» **WHAT IS NEEDED**: Read through the records below and copy each line that uses the word "Ring".

•••

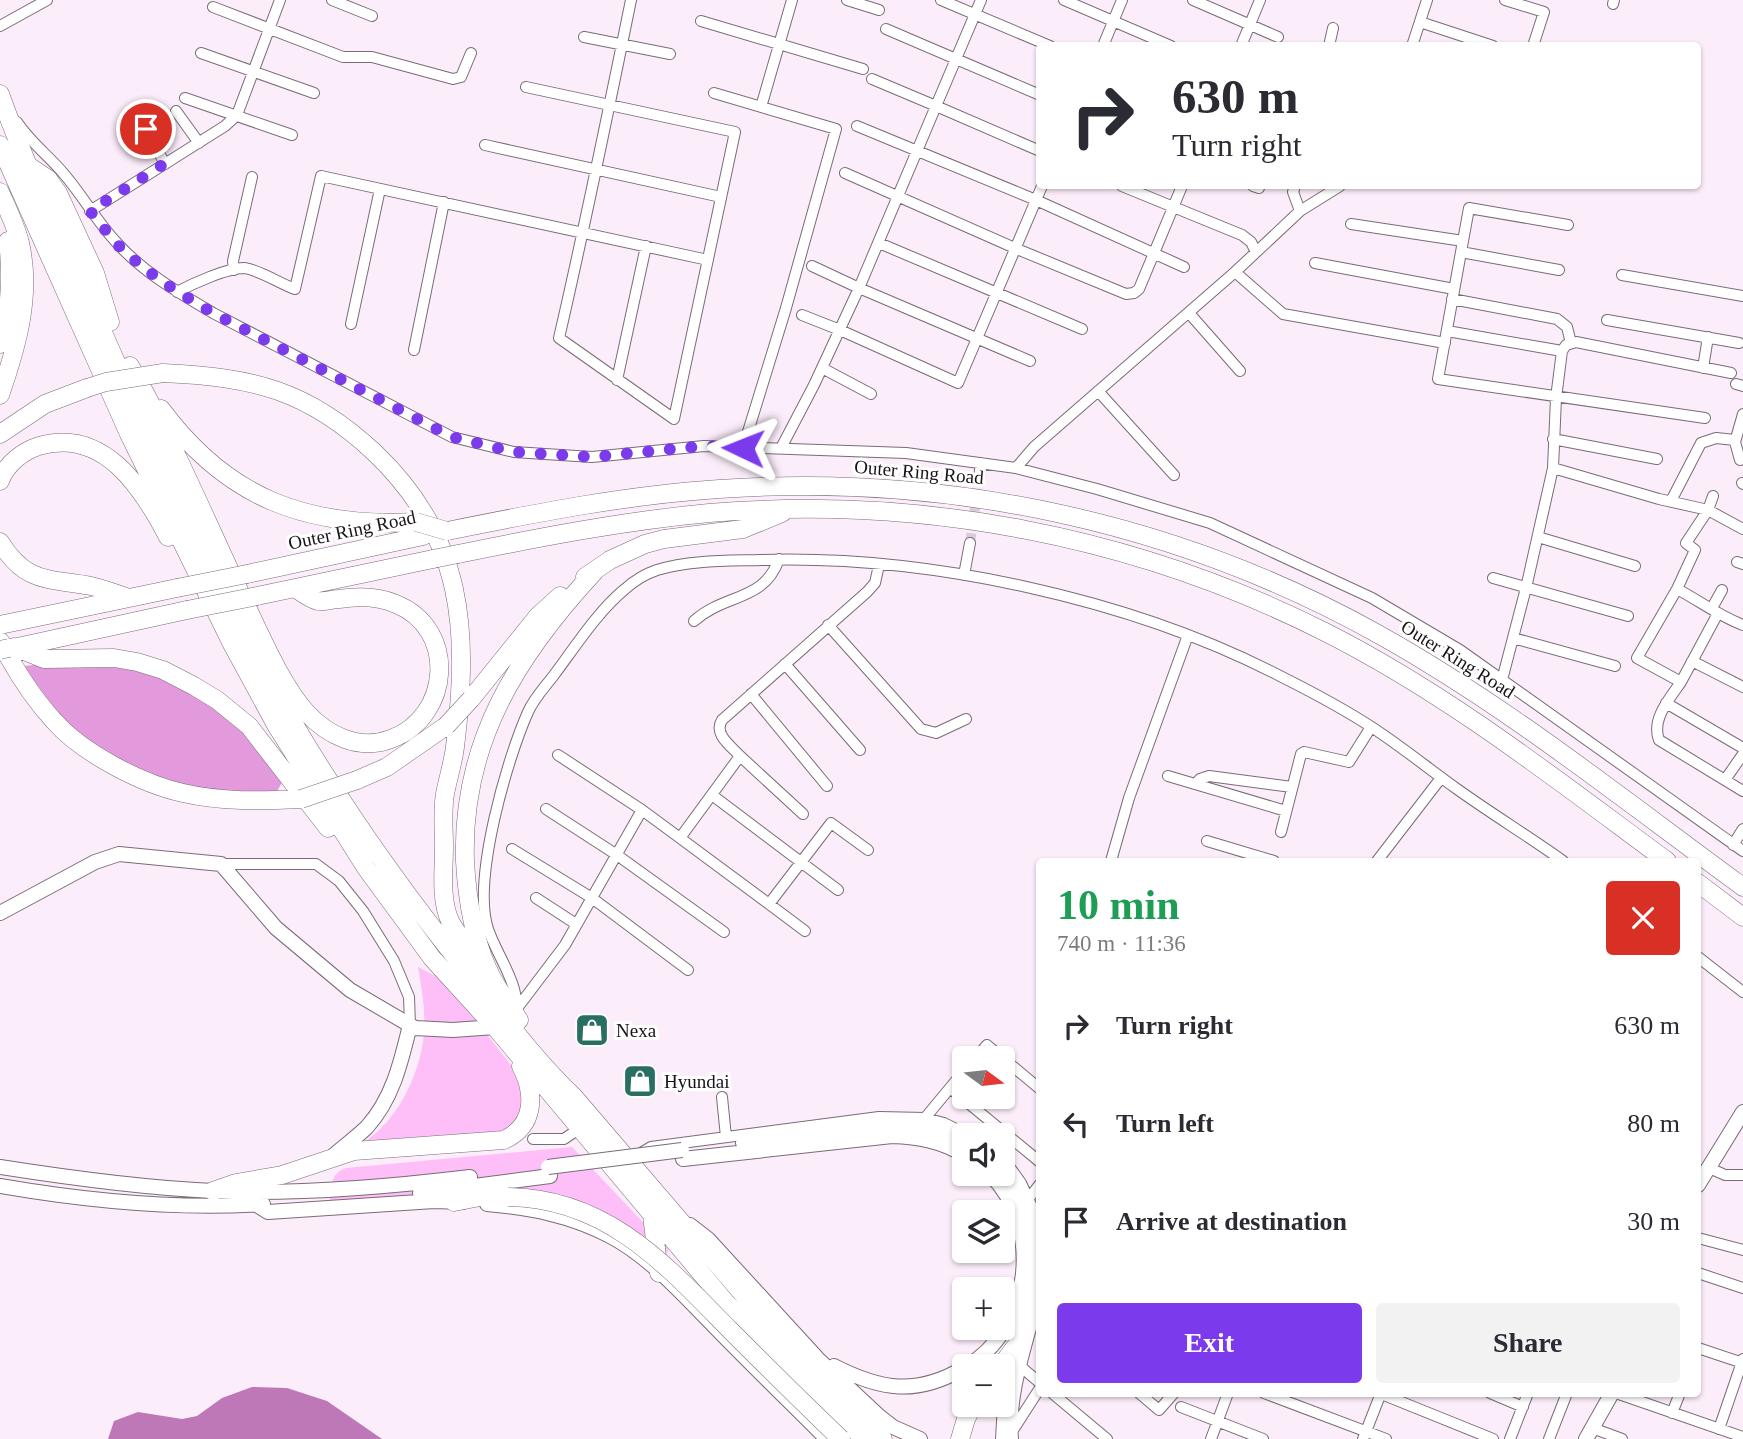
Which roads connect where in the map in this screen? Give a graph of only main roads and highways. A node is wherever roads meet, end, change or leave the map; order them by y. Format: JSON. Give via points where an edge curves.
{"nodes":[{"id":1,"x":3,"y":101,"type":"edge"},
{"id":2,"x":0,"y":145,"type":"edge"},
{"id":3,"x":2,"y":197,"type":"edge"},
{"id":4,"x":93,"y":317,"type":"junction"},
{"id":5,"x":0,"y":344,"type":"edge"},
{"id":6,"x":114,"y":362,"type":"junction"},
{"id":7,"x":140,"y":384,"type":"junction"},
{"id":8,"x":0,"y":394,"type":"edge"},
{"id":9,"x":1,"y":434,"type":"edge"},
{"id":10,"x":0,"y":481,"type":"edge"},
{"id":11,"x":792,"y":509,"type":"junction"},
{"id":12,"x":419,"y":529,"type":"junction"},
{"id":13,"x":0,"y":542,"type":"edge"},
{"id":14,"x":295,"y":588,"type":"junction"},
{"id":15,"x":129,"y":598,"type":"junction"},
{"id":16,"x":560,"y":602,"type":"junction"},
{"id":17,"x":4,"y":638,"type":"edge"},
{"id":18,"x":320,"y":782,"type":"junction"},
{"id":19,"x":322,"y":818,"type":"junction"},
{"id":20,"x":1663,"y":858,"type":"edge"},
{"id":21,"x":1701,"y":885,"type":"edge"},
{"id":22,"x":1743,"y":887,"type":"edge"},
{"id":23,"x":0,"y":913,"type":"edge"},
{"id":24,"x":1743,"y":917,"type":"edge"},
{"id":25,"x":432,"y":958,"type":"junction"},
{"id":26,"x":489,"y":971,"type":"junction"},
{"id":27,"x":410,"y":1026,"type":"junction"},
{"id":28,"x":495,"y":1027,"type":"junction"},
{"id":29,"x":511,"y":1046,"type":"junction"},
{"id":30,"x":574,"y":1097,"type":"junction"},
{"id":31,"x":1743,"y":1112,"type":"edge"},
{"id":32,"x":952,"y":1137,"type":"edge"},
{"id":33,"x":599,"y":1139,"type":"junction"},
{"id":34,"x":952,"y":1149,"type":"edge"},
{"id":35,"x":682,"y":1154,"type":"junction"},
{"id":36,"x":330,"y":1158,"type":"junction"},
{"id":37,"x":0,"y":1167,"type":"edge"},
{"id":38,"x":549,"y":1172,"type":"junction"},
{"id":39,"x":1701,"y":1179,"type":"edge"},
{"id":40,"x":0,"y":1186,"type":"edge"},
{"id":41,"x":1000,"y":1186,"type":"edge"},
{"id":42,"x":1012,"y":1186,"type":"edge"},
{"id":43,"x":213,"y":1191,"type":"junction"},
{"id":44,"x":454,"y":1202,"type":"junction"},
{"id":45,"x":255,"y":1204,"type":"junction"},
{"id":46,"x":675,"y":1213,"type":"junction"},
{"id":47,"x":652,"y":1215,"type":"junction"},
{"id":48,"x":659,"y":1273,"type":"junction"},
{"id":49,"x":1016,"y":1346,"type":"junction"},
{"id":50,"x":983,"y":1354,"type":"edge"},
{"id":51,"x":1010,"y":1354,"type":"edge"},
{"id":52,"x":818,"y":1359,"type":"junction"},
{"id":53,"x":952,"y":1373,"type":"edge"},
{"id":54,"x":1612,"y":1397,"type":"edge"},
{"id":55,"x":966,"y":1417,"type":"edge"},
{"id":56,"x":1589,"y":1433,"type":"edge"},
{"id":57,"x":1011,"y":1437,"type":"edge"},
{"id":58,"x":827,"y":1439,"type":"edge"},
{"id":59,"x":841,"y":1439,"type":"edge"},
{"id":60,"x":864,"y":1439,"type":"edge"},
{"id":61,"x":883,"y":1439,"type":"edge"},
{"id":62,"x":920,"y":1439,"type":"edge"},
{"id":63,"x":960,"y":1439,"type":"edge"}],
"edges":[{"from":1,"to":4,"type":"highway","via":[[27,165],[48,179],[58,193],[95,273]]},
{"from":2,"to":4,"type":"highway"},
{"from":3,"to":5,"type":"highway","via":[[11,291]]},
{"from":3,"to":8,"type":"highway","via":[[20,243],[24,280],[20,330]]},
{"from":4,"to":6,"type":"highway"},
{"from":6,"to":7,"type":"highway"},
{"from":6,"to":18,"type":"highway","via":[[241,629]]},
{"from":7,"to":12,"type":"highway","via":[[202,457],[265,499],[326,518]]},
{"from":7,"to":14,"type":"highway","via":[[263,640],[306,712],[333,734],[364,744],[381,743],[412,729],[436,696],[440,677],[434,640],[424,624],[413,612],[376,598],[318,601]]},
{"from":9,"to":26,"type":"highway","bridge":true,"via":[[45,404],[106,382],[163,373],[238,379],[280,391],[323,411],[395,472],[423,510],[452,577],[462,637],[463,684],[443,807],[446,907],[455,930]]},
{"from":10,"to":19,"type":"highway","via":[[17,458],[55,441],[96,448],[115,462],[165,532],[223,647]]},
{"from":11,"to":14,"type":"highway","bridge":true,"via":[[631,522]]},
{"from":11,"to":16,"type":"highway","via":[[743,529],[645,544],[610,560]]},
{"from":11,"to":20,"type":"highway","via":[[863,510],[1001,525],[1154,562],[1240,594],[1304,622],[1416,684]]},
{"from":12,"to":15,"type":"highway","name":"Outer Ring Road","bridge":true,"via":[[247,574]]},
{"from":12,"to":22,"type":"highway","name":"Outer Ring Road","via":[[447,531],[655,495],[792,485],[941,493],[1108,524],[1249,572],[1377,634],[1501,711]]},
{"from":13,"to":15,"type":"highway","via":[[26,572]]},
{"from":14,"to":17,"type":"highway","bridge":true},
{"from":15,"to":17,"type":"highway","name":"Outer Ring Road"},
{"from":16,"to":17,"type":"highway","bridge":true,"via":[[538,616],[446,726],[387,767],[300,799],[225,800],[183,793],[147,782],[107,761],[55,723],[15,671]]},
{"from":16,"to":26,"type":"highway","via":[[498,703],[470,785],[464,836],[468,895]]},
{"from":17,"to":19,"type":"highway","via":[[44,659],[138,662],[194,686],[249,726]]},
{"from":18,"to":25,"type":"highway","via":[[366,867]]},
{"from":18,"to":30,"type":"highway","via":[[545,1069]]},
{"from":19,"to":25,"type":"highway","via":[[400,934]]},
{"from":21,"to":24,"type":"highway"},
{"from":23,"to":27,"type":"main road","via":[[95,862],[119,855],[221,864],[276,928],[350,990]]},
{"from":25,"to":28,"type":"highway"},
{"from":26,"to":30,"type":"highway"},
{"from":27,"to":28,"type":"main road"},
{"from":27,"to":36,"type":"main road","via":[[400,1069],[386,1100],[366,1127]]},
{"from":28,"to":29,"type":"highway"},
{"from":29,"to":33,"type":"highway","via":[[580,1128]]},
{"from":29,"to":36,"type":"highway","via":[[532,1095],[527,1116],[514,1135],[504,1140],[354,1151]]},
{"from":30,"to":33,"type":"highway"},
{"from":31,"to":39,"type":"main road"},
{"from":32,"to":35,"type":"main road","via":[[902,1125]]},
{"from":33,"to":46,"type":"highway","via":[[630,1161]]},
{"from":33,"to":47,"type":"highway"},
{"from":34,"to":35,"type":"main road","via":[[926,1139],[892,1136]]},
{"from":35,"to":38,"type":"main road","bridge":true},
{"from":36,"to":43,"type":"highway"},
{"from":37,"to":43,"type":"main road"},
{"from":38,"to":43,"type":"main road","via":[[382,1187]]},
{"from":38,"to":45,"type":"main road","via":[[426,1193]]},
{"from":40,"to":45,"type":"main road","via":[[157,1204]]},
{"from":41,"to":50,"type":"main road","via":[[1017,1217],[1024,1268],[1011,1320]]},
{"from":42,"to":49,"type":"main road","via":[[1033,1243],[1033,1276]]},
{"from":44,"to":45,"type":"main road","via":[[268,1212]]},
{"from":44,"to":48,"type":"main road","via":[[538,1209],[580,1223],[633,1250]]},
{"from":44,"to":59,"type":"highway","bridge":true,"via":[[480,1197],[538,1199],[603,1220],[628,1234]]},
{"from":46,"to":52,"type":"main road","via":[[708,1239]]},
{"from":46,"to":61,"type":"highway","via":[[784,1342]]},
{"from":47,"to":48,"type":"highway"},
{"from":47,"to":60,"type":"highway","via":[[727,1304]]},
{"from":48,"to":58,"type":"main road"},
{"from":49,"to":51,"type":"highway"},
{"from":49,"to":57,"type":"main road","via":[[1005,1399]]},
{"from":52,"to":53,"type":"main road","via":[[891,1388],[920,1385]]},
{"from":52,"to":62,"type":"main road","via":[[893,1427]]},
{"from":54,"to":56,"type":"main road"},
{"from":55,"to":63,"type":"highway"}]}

•••

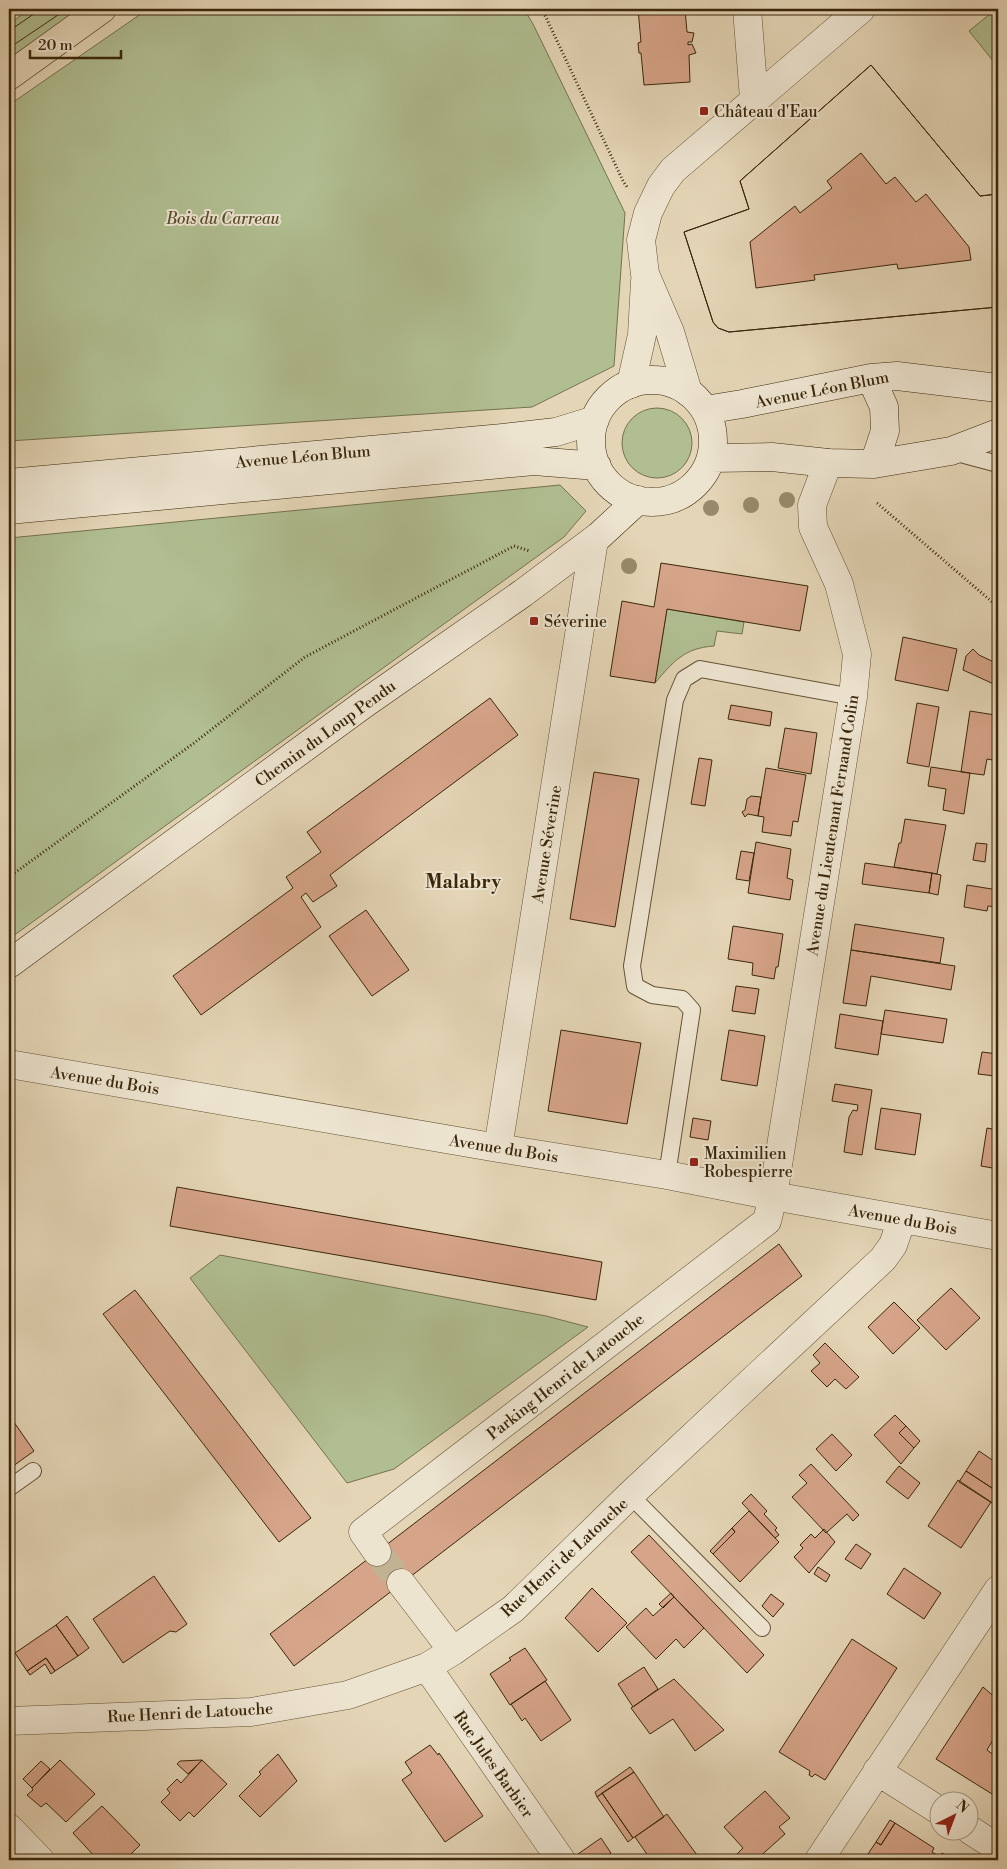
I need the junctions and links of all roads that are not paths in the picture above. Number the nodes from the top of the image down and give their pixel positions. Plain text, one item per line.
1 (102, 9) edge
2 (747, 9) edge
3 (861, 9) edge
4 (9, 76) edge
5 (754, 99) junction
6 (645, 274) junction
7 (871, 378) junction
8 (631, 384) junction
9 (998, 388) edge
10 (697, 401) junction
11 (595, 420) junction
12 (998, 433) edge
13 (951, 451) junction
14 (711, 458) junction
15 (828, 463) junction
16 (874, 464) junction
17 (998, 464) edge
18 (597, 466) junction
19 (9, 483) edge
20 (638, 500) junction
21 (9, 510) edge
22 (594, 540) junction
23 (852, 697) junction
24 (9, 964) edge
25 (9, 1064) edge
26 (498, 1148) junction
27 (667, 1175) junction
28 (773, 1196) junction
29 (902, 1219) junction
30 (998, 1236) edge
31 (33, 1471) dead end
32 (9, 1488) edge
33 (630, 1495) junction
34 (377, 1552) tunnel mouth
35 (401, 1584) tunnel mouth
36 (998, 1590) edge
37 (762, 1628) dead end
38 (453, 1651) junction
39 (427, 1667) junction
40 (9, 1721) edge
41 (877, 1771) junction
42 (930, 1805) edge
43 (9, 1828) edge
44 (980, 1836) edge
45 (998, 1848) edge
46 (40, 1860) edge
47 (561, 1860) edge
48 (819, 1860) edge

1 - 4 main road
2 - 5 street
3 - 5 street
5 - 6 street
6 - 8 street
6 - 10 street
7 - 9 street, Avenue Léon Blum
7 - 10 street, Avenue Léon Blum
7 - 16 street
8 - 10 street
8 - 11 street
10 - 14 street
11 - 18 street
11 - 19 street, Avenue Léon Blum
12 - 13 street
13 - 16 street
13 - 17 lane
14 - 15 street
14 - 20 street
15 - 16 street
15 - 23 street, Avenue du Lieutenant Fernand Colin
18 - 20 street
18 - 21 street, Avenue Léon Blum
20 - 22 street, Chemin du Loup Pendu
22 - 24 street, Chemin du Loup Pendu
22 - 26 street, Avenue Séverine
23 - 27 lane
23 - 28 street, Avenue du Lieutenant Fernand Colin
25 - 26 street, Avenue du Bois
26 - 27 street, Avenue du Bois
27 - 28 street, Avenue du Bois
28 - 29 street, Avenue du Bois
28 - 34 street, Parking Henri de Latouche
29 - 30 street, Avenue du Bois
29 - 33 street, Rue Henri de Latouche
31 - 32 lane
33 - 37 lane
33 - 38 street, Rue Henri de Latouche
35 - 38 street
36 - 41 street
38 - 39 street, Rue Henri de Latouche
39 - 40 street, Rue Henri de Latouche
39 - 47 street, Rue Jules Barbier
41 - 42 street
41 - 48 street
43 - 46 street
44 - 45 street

•••

» **OUTPUT FOR THIS TASK**:
{"from":12,"to":15,"type":"highway","name":"Outer Ring Road","bridge":true,"via":[[247,574]]},
{"from":12,"to":22,"type":"highway","name":"Outer Ring Road","via":[[447,531],[655,495],[792,485],[941,493],[1108,524],[1249,572],[1377,634],[1501,711]]},
{"from":15,"to":17,"type":"highway","name":"Outer Ring Road"},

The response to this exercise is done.